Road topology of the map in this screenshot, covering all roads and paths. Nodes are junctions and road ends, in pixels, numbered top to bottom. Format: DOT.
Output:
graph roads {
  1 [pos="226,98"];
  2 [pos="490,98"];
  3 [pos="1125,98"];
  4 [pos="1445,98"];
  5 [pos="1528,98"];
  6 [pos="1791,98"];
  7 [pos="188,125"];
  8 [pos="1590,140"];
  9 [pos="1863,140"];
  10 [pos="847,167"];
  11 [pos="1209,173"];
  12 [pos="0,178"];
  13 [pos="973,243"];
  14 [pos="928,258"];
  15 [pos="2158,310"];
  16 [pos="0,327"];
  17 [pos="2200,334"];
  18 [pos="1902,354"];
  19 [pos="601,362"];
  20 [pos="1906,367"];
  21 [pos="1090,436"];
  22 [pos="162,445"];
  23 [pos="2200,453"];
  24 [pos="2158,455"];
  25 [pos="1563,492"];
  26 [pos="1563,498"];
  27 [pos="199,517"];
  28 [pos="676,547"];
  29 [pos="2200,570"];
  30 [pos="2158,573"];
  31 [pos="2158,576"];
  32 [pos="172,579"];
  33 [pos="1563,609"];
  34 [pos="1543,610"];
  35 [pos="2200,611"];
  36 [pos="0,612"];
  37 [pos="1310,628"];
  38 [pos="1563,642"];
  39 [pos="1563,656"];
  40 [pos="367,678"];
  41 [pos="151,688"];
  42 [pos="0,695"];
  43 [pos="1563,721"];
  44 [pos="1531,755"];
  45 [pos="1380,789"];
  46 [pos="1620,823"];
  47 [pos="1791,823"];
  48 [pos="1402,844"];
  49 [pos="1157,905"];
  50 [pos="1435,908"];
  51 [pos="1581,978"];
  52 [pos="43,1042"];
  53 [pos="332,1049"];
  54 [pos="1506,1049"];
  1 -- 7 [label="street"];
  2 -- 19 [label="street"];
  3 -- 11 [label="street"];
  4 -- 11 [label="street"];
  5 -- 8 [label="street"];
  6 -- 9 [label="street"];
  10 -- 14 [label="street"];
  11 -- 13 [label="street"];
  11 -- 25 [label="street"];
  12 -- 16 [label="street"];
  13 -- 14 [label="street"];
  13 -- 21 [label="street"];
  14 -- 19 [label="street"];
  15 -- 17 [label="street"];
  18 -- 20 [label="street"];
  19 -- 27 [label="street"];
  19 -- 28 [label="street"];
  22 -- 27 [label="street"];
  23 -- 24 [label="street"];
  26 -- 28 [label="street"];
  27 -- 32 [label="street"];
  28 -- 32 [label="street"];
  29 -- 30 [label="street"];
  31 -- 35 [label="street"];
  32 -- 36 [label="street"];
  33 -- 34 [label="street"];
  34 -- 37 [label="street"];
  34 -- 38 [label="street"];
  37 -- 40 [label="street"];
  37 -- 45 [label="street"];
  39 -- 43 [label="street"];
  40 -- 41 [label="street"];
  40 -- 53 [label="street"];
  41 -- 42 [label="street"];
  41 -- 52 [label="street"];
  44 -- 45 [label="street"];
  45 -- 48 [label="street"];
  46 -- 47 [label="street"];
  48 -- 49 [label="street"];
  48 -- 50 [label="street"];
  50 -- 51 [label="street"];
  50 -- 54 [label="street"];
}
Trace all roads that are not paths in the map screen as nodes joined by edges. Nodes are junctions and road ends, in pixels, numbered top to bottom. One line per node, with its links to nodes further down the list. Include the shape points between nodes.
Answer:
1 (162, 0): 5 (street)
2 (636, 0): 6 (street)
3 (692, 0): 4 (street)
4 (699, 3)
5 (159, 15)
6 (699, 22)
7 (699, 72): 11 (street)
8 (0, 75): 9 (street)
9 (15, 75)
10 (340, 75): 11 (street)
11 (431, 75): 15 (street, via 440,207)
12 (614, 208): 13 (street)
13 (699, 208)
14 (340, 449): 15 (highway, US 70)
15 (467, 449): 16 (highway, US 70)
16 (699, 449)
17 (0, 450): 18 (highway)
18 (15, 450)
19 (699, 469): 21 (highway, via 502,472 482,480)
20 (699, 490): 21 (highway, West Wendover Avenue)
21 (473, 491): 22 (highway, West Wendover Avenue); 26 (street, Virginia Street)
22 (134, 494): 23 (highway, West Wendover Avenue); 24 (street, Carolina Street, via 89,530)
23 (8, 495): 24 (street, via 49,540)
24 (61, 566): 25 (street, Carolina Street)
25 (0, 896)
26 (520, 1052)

*****

Exercise goal: Show me every line of the entries above that holds "West".

Finished exercise:
20 (699, 490): 21 (highway, West Wendover Avenue)
21 (473, 491): 22 (highway, West Wendover Avenue); 26 (street, Virginia Street)
22 (134, 494): 23 (highway, West Wendover Avenue); 24 (street, Carolina Street, via 89,530)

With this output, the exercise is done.